On Tue, 2017-05-30 at 15:19 -0700, Florian Fainelli wrote:
> On 05/30/2017 03:08 PM, Leonard Crestez wrote:
> > On Tue, 2017-05-30 at 11:05 -0700, Florian Fainelli wrote:

> > > Should not we actually call kszphy_config_init() in order to restore
> > > broadcast and nand disable bits as well?
> > 
> > I don't know. In my case the B_CAST_OFF bit doesn't seem to be lost and
> > NAND_TREE_ON is already off by the time it gets to linux.
> > 
> > The bit that get lost seem to disappear just as the phy is resumed. I
> > added some prints and they look like this:
> > 
> > PM: early resume of devices complete after 6.534 msecs
> > begin resume
> > 0x1F=0x8190 0x16=0x202
> > after genphy_resume 0x1F=0x8100 0x16=0x202
> > end
> > resume 0x1F=0x8190 0x16=0x202
> 
> OK, so it actually would not hurt to call config_init() again here, right?

No, but if only some registers are lost then why reconfigure others? In
particular it seems that only MII_KSZPHY_CTRL_2 is lost but not
MII_KSZPHY_OMSO.

However a few extra phy reads don't really matter. Calling config_init
is the path of least resistance.

Another problem is that the ksz9031 driver uses kszphy_resume but has a
completely different init function.
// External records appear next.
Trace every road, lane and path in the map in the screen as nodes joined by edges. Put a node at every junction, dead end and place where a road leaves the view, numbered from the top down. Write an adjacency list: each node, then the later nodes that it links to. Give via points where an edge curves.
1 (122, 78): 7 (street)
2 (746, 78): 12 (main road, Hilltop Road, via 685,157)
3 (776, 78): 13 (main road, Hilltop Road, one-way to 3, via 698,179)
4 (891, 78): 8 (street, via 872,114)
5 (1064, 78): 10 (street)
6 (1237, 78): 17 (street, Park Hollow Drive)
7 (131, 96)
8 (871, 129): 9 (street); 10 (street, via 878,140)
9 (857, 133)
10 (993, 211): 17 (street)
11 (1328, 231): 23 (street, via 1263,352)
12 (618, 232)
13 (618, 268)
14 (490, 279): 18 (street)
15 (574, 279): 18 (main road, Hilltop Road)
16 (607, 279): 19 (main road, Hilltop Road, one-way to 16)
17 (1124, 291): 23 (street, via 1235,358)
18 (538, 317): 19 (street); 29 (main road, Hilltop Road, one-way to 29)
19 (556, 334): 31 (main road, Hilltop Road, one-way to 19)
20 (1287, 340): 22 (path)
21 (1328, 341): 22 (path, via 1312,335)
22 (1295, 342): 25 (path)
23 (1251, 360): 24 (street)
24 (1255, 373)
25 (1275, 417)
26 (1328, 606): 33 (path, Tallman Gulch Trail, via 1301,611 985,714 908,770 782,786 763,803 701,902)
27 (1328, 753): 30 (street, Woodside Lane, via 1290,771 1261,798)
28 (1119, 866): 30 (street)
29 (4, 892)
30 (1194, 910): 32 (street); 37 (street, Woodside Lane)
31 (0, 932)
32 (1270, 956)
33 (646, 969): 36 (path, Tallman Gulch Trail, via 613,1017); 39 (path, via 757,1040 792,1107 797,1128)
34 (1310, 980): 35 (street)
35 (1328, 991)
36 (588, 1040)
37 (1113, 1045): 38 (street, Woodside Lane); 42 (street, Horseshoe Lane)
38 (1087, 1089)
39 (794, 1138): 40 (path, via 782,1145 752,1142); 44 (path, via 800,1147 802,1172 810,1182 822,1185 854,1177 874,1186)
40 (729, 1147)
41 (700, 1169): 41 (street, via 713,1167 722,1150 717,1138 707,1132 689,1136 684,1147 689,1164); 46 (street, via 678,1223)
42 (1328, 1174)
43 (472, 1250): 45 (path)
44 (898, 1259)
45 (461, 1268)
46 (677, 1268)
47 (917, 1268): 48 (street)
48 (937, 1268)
The bits I am concerned about do
not seem to exist in hardware but it does something completely
unrelated with parsing OF properties. Should I split this into
ksz8021_resume and ksz9031_resume?

It seems likely that more of the kszphy drivers need suspend/resume
code but nobody got around to testing them.
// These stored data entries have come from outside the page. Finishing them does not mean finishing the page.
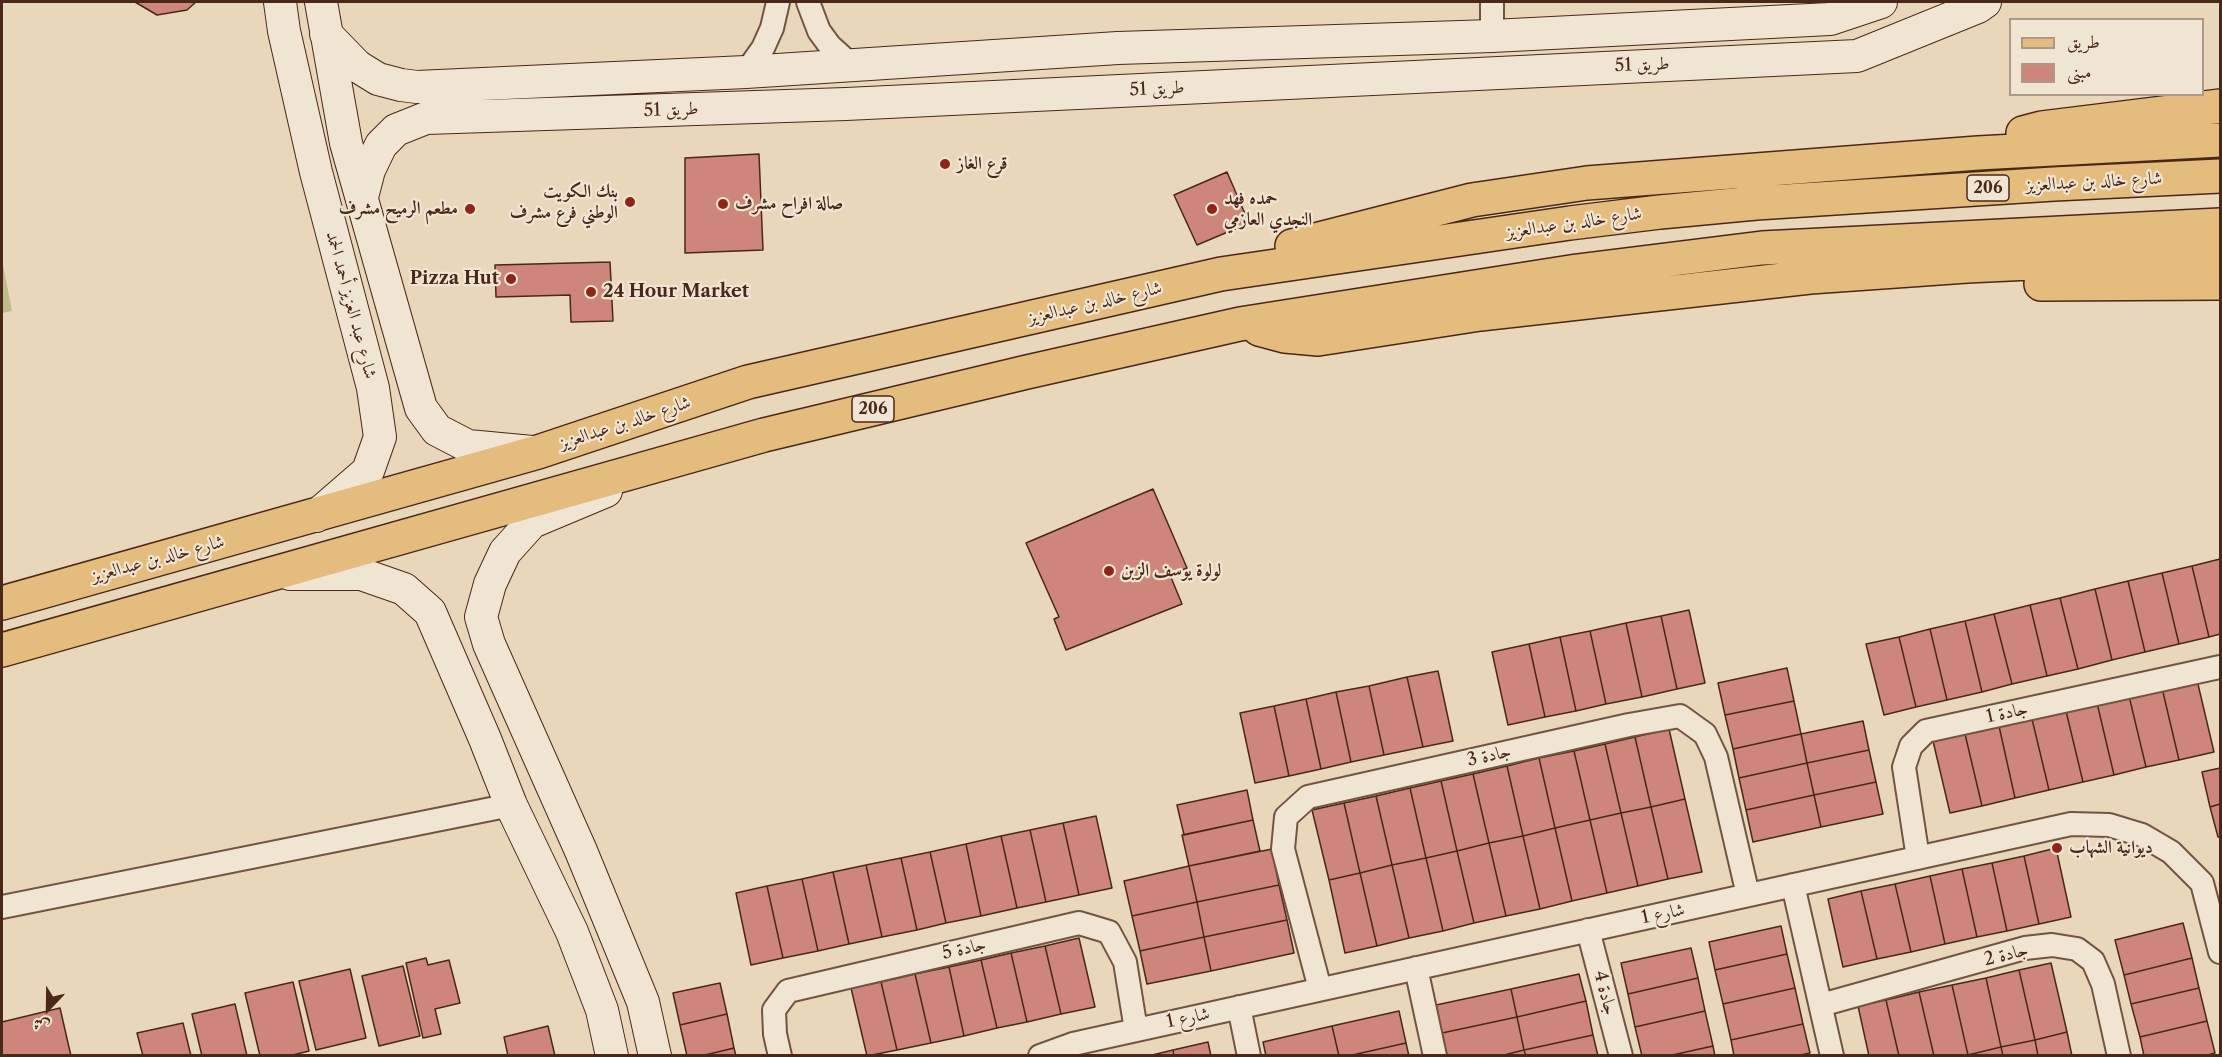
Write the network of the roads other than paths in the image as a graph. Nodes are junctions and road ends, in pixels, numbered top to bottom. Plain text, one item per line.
1 (280, 2) edge
2 (321, 2) edge
3 (778, 2) edge
4 (808, 2) edge
5 (1492, 2) edge
6 (1881, 2) edge
7 (1985, 2) edge
8 (1717, 25) junction
9 (326, 34) junction
10 (1492, 36) junction
11 (1195, 46) junction
12 (1160, 47) junction
13 (1719, 62) junction
14 (850, 64) junction
15 (746, 72) junction
16 (500, 84) junction
17 (1197, 87) junction
18 (1161, 89) junction
19 (2220, 106) edge
20 (508, 115) junction
21 (2220, 140) edge
22 (1978, 153) junction
23 (2220, 176) edge
24 (362, 197) junction
25 (2220, 225) edge
26 (2220, 254) edge
27 (1967, 266) junction
28 (1221, 274) junction
29 (2220, 283) edge
30 (1240, 324) junction
31 (405, 350) junction
32 (364, 360) junction
33 (537, 452) junction
34 (693, 455) junction
35 (316, 516) junction
36 (266, 574) junction
37 (2, 603) edge
38 (489, 644) junction
39 (2, 650) edge
40 (448, 654) junction
41 (2220, 667) edge
42 (511, 805) junction
43 (1918, 858) junction
44 (1793, 885) junction
45 (1748, 895) junction
46 (2, 907) edge
47 (1588, 930) junction
48 (2220, 952) edge
49 (1416, 968) junction
50 (1320, 989) junction
51 (1821, 1005) junction
52 (1239, 1007) junction
53 (1136, 1030) junction
54 (612, 1056) edge
55 (655, 1056) edge
56 (780, 1056) edge
57 (1040, 1056) edge
58 (1250, 1056) edge
59 (1436, 1056) edge
60 (1621, 1056) edge
61 (1832, 1056) edge
62 (2118, 1056) edge

1 - 32 street, شارع عبد العزيز أحمد الحمد
2 - 9 street
3 - 15 street
4 - 14 street
5 - 10 street
6 - 8 street, طريق 51
7 - 13 street, طريق 51
8 - 10 street, طريق 51
8 - 13 street
9 - 16 street, طريق 51
9 - 24 street
10 - 11 street, طريق 51
11 - 12 street, طريق 51
11 - 17 street
12 - 14 street, طريق 51
12 - 18 street
13 - 17 street, طريق 51
14 - 15 street, طريق 51
15 - 16 street, طريق 51
16 - 20 street
17 - 18 street, طريق 51
18 - 20 street, طريق 51
19 - 22 main road
20 - 24 street, طريق 51
21 - 22 main road
22 - 28 main road
23 - 28 main road, شارع خالد بن عبدالعزيز / 206
24 - 31 street
25 - 30 main road, 206
26 - 27 main road
27 - 29 main road
27 - 30 main road
28 - 33 main road, شارع خالد بن عبدالعزيز / 206
30 - 34 main road, 206
31 - 32 street
31 - 33 street
32 - 35 street, شارع عبد العزيز أحمد الحمد
33 - 35 main road, شارع خالد بن عبدالعزيز / 206
34 - 36 main road, 206
34 - 38 street
35 - 37 main road, شارع خالد بن عبدالعزيز / 206
36 - 39 main road, 206
36 - 40 street
38 - 40 street
38 - 55 street
40 - 42 street
41 - 43 street, جادة 1
42 - 46 street
42 - 54 street
43 - 44 street, شارع 1
43 - 48 street, شارع 1
44 - 45 street, شارع 1
44 - 51 street
45 - 47 street, شارع 1
45 - 50 street, جادة 3
47 - 49 street, شارع 1
47 - 60 street, جادة 4
49 - 50 street, شارع 1
49 - 59 street
50 - 52 street, شارع 1
51 - 61 street
51 - 62 street, جادة 2
52 - 53 street, شارع 1
52 - 58 street
53 - 56 street, جادة 5
53 - 57 street, شارع 1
> > > If not, I would be more comfortable if we did create a specific function
> > > that takes care of setting the reference clock and LED mode.
> > 
> > Ok, I can add a function called kszphy_config_reset() with a comment
> > explaining it's for bits lost on reset/resume.
> > 
> > Or perhaps a better option would be to just save/restore the entire
> > 0x1F register?
> 
> Register 0 through 15 are standardized, but those after that are not,
> and PHYs with a gazillion of registers already need to have a specific
> set of suspend/resume sequence due to their proprietary indirect
> register scheme, so we cannot quite come up with a generic function that
> would cache all 16 or 32 registers and flat out restore those.
> 
> Similarly, having phy_resume() systematically calling into config_init()
> is a bit of a stretch and can be pretty inefficient.

I'm not suggesting changing this at the phy core level. Just that maybe
kszphy_resume specifically could save/restore register 0x1F instead of
going through config logic again (which would involve extra reads and
writes).

However it seems that this has complications, for example on some
versions the leds are written to a different register. It's not really
worth optimizing to such an extent.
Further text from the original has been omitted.